On Thursday morning, official Palestinian news agency Wafa reported that there had been intense Israeli air strikes in the al-Hoja street area of Jabalia refugee camp, causing its “complete destruction”. Five people were meanwhile wounded in a drone strike in the al-Faluja area, it added.
Hamas’s military wing claimed on Thursday that it had fired an anti-tank missile at an Israeli troop carrier in the Block 2 area of Jabalia camp and targeted armoured bulldozers with explosive devices east of Jabalia town.
The IDF’s Chief of Staff, Lt Gen Herzi Halevi, told troops in Gaza on Tuesday that Israeli forces were “striking widely and strongly” in Jabalia.
“We see there attempts [by Hamas] to hold on and rebuild, therefore we need to deal with this again, and prove that we will return each time,” he added.
Wafa also cited medical sources as saying that more than 30 civilians, including 10 children, had been killed in Israeli air strikes on residential buildings in nearby Gaza City.
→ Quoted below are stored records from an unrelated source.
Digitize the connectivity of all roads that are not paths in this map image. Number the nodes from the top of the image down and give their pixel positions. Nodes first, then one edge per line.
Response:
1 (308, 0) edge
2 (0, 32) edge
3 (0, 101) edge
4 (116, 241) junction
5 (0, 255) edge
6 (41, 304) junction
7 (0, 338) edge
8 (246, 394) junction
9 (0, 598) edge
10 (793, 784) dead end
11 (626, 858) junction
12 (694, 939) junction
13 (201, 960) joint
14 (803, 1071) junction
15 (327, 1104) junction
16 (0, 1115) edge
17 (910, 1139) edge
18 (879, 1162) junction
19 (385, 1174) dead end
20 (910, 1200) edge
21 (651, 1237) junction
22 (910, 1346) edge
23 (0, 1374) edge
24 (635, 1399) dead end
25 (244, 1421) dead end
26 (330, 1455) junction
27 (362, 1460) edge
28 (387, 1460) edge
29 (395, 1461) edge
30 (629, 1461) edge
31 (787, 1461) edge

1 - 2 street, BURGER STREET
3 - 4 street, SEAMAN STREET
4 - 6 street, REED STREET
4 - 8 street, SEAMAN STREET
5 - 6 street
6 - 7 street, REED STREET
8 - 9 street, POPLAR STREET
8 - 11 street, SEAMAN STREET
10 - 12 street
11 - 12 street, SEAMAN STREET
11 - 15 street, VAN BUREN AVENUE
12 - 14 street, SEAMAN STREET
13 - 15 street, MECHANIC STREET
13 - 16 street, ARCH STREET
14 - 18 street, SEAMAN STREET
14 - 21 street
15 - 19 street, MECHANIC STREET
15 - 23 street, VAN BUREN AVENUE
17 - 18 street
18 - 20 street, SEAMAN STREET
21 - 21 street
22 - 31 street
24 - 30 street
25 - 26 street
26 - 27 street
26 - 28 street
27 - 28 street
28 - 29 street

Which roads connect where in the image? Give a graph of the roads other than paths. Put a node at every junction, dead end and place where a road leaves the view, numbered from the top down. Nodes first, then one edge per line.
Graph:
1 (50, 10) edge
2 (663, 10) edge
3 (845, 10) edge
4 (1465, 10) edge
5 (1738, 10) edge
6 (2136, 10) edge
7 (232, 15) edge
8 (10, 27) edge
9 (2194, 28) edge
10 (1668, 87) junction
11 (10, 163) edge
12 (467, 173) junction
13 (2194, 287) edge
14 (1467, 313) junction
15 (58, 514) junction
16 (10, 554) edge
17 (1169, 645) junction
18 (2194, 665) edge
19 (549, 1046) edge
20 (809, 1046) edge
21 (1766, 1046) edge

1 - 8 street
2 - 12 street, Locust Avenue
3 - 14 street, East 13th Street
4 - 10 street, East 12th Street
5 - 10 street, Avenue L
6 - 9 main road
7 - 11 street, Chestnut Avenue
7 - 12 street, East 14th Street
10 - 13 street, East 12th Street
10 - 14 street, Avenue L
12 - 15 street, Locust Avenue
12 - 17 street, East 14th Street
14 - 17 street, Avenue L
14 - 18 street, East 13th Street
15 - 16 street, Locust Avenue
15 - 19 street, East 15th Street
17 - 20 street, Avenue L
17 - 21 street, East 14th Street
Palestine Post photojournalist Mahmoud Jahjouh and several members of his family were reportedly among the dead.
The IDF scaled down operations in Jabalia, Gaza City and the rest of the north in January after declaring that it had “dismantled” Hamas’s battalions there. But that left a power vacuum in which the group has been able to rebuild.
An estimated 300,000 people trapped in the devastated region are also experiencing a “full-blown famine” due to a lack of aid deliveries, according to the head of the World Food Programme.
In the south of Gaza on Thursday, fresh Israeli air strikes killed at least five people in southern and central Rafah, Wafa reported.
The IDF has ordered the evacuation of a number of neighbourhoods since 6 May, when it began what it called “precise operations” against Hamas in “specific areas of eastern Rafah and the Gazan side of the Rafah crossing”.
Israel says it needs to send troops into the city because Hamas’s last remaining battalions are based there. But the UN and Western powers say an all-out assault could lead to mass civilian casualties and a humanitarian catastrophe.